A joint effort to provide forward-looking technical and educational support for local dairy producers, the U.S.-Indonesia Technical Collaboration Project on Dairy was spurred by a 2023 National Association of State Departments of Agriculture (NASDA) trade mission to Indonesia which USDEC President and CEO Krysta Harden joined.

NMPF and USDEC are working with NASDA, the Wisconsin Agriculture Department, New Mexico Department of Agriculture, and New Mexico State University to develop technical education modules that provide to Indonesian small-scale dairy farmers guidance and best practices for achieving sustainable, healthy, and higher-yield dairy production.

NMPF and USDEC staff met with a host of local industry and government leaders, discussing the progress in launching the joint capacity building project as well as the importance of addressing Indonesia’s tariff and non-tariff barriers to unlock complementary U.S. dairy exports that can fully meet the country’s expected higher level of dairy demand.

NMPF Works to Fortify the Export Supply Chain

NMPF is offering its support and assistance for a pair of supply chain bills offered in June that address shipping container break-ins that are damaging dairy shipments.

Organized crime groups are indiscriminately breaking into intermodal containers traveling on rail from the Midwest to West Coast ports searching for high-value products, with dairy shipments frequently suffering collateral damage.

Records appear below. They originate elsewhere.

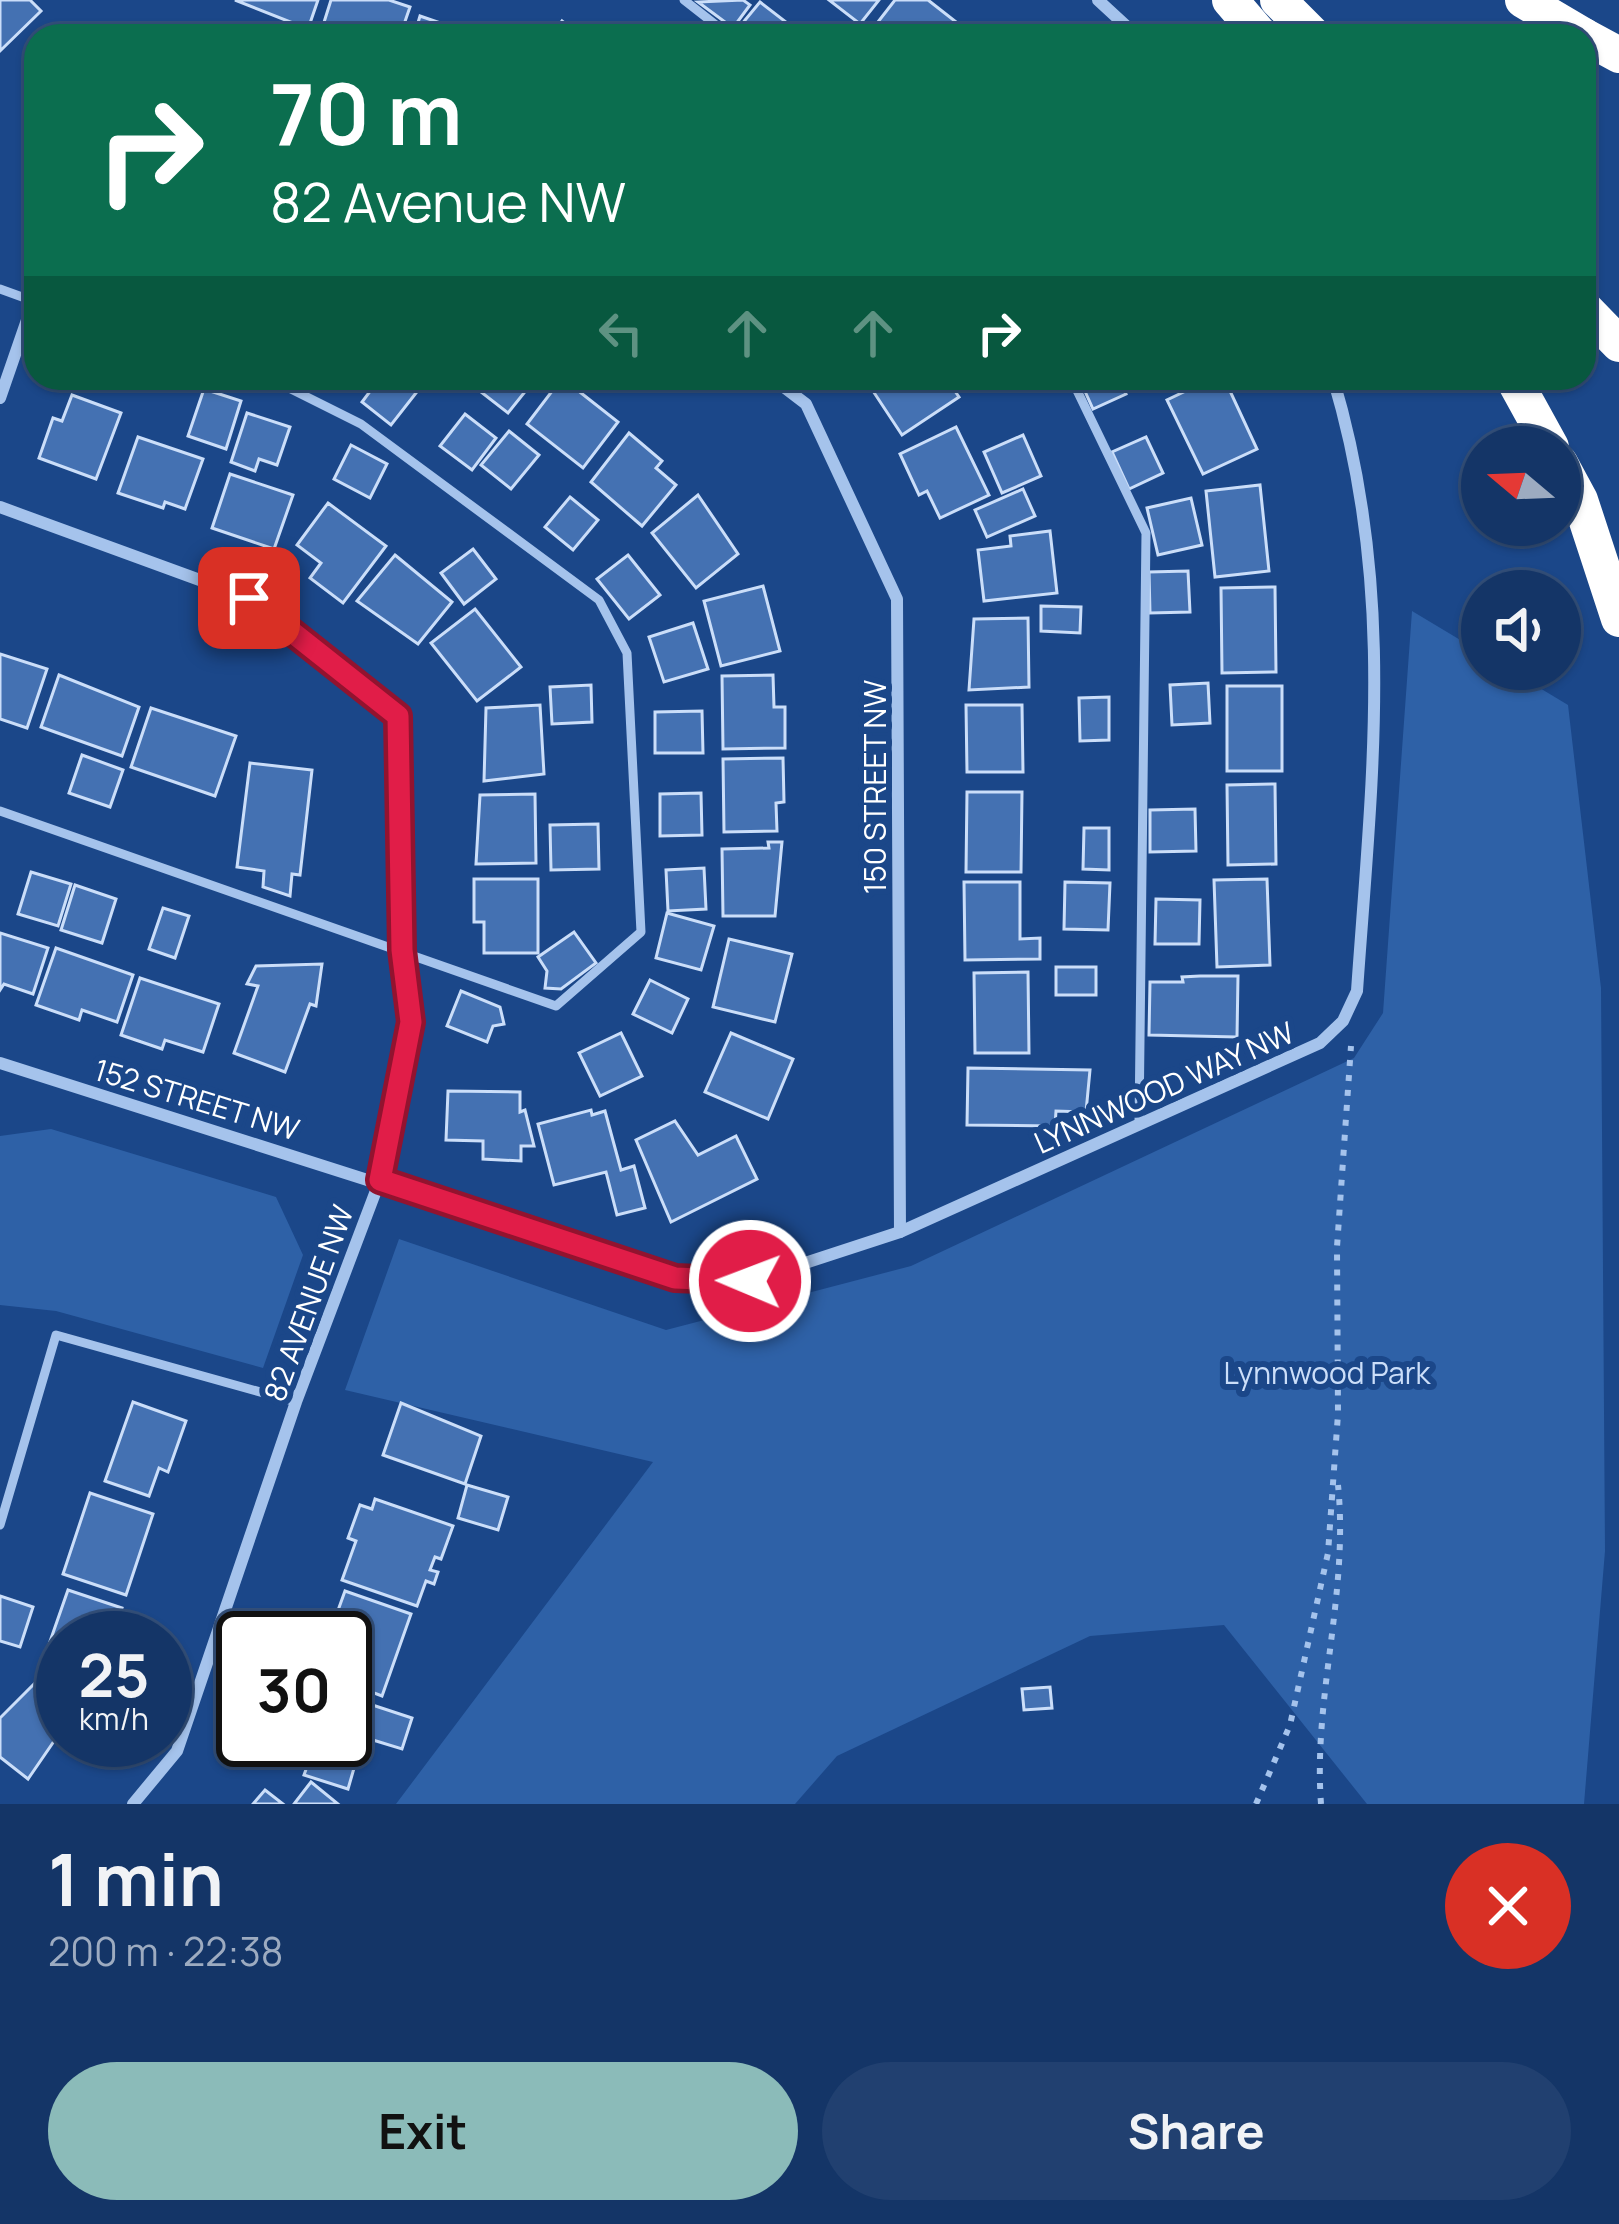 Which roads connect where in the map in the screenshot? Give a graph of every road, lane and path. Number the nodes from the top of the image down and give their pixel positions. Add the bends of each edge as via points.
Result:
1 (684, 0) edge
2 (1098, 0) edge
3 (1230, 0) edge
4 (1278, 0) edge
5 (1523, 0) edge
6 (715, 24) edge
7 (1124, 24) edge
8 (1251, 24) edge
9 (1302, 24) edge
10 (1564, 24) edge
11 (1596, 320) edge
12 (24, 330) edge
13 (1619, 344) edge
14 (293, 390) edge
15 (788, 390) edge
16 (1077, 390) edge
17 (1336, 390) edge
18 (1520, 390) edge
19 (0, 398) edge
20 (1539, 426) edge
21 (1581, 503) edge
22 (0, 507) edge
23 (1619, 619) edge
24 (0, 811) edge
25 (402, 950) junction
26 (1350, 1007) junction
27 (0, 1063) edge
28 (1139, 1124) junction
29 (380, 1180) junction
30 (900, 1232) junction
31 (296, 1402) junction
32 (1336, 1460) junction
33 (0, 1525) edge
34 (133, 1804) edge
35 (1256, 1804) edge
36 (1321, 1804) edge

1 - 6 lane
2 - 7 street
3 - 8 highway
4 - 9 highway
5 - 10 highway
11 - 13 highway
12 - 19 street
14 - 25 lane via 361,424 599,600 627,653 641,932 556,1006
15 - 30 street, 150 STREET NW via 806,404 897,599
16 - 28 lane via 1146,533
17 - 26 street via 1370,542 1377,631
18 - 20 highway
21 - 23 highway
22 - 25 street, 82 AVENUE NW via 249,598 398,716
24 - 25 lane
25 - 29 street, 82 AVENUE NW via 411,1022
26 - 28 street, LYNNWOOD WAY NW via 1319,1043
26 - 32 path
27 - 29 street, 152 STREET NW
28 - 30 street, LYNNWOOD WAY NW
29 - 30 street, LYNNWOOD WAY NW via 675,1278 711,1282 750,1281
29 - 31 street, 82 AVENUE NW
31 - 33 lane via 56,1335
31 - 34 street, 82 AVENUE NW via 177,1751
32 - 35 path via 1328,1553 1290,1725
32 - 36 path via 1342,1559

The break-ins have created significant food safety and quality concerns, as well as financial costs for shippers who have no recourse to insurance claims.

Working with a coalition of industry stakeholders, NMPF helped secure $2 million within the FY25 House Homeland Security Appropriations bill dedicated to tackling the break-ins. NMPF also coordinated with and supported the June 25 introduction of the Safeguarding our Supply Chains Act. Led by Representative David Valadao, R-CA, and Brad Schneider, D-IL, the bill would authorize $100 million for fiscal years 2025-2029 to create a crime coordination center within Homeland Security Investigations and an interagency taskforce. The division would serve as a central command for shippers to report break-ins, providing direction to the agency on hot spots to target policing efforts.